The Fulbright office dispatched a wonderfully round, black Ambassador car to meet me at the airport and bring me to the Lodi Hotel, where I checked in and went straight to my room. The heavy drapes were drawn and an air-conditioner droned in the darkness. Everything smelled vaguely of mildew. A bucket and tap in the bathroom sat next to the twin-footpads of the Indian toilet. I ladled cold water over my naked body with a plastic cup, toweled myself dry, and collapsed onto the bed. I vaguely recall ordering some food that was brought to the room, but my next distinct memory is waking to a ringing phone and the almost unintelligible Indian accent of the desk clerk asking me to hold for a call.

Indira Gandhi was deeply paranoid of the CIA, and it was not the ideal moment for an American scholar to arrive in India. No one knew what was coming next.
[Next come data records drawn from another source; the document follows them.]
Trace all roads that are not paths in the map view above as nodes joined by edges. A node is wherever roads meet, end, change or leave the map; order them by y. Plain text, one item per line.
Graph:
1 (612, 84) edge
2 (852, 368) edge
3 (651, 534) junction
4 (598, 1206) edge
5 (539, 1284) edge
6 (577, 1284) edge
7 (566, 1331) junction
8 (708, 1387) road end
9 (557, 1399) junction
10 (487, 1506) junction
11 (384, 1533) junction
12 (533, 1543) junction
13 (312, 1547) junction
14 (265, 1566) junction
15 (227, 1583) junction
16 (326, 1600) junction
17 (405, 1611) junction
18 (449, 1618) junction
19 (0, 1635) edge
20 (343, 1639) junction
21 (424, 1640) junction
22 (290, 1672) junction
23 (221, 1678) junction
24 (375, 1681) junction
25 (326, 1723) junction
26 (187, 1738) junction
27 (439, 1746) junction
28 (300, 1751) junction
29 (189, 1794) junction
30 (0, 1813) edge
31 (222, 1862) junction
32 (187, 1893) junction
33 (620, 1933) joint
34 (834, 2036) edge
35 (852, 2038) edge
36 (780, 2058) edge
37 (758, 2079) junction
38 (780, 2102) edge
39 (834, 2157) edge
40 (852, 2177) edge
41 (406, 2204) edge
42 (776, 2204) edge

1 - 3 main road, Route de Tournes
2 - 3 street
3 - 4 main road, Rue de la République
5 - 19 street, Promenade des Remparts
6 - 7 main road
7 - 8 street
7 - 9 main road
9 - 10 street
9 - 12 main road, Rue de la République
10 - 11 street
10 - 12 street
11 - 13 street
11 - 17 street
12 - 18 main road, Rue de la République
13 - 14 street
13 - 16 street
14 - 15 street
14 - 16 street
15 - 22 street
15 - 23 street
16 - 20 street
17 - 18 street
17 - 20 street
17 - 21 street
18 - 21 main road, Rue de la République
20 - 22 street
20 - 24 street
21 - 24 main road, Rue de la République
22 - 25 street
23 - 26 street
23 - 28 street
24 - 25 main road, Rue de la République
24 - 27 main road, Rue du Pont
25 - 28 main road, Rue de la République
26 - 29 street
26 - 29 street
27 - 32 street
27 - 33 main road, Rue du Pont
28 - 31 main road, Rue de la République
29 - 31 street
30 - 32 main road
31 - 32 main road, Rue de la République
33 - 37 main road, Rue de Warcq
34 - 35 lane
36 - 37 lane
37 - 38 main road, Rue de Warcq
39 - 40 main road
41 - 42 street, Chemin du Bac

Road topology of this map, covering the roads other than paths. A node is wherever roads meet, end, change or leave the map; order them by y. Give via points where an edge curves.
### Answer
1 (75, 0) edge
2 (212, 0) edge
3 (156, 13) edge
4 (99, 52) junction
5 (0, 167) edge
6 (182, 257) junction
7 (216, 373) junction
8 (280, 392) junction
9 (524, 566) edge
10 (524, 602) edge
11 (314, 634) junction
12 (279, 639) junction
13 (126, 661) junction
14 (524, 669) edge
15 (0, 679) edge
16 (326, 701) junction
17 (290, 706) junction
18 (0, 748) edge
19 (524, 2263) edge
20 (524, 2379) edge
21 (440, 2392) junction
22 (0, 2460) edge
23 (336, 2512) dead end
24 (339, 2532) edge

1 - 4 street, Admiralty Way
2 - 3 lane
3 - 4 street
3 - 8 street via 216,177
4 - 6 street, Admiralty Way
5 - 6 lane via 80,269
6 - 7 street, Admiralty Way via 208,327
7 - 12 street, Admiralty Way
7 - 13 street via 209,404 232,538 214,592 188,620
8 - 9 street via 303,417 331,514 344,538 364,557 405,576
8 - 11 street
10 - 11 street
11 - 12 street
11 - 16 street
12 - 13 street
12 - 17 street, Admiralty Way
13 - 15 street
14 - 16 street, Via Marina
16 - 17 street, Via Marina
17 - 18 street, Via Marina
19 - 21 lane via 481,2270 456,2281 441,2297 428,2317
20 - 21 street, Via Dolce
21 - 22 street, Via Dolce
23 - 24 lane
The Fulbright people took all of this very seriously; they wanted me away from the capital, where I might inadvertently get swept up in the erupting protests. I had planned to spend my first few months studying Hindi with a tutor at Delhi University, but arrangements had been hastily made to shift my operations to the Central Hindi Institute in Agra—the Kendriya Hindi Sansthan—an arm of the Ministry of Education intended “to facilitate such courses as are conducive to the
development and propagation of Hindi as an all-India language as envisaged in article 351 of the constitution.” There I would attend classes with non-Hindi speaking students from various locales around India and a handful of other foreigners. The person on the phone said they would send a car within the hour.

“Please wait near the front of the hotel, Mr. Harrington.”

Less than twenty-four hours in India, and things had already taken on a life of their own.

I quickly rinsed off again, got dressed, and ate a small breakfast—an omelet, toast and jam, and a pot of tea delivered to my room on a silver tray by a waiter in a knee-length white linen tunic, scarlet sash, and turban. Moments later I was outside the hotel lobby, cowering in a patch of shade, waiting for the car to arrive. The heat was suffocating, the air so dry it was impossible to sweat. High overhead, iridescent, jet-black birds circled and dipped against a cloudless sky, calling out to each other in a desolate, throaty snarl that struck me as utterly foreign until I realized, with a start, that it was nothing but a flock of crows.

2

M
AHMUD
,
MY CHAUFFEUR
for the trip from Delhi to Agra, was a polite young Muslim who spoke no English. Though I had memorized a great deal of Hindi grammar and vocabulary in my classes at Chicago, I could barely manage to get a word out of my mouth. For the first hour or so, the two of us struggled to communicate in a variety of creative ways until we gave up and I retreated into a corner of the Ambassador's back seat, peering out the window as rural India presented itself to me for the first time. On either side of the road, hard red earth dotted by scrub brush and gnarly, parched trees stretched to the horizon. Now and again we passed a cluster of earthen houses hunkered down around a single ancient tree, where oxen and water buffalo rested in the shade. A woman in a sari moved languidly along the narrow pathway that led to an open well, a polished brass vessel balanced on her head.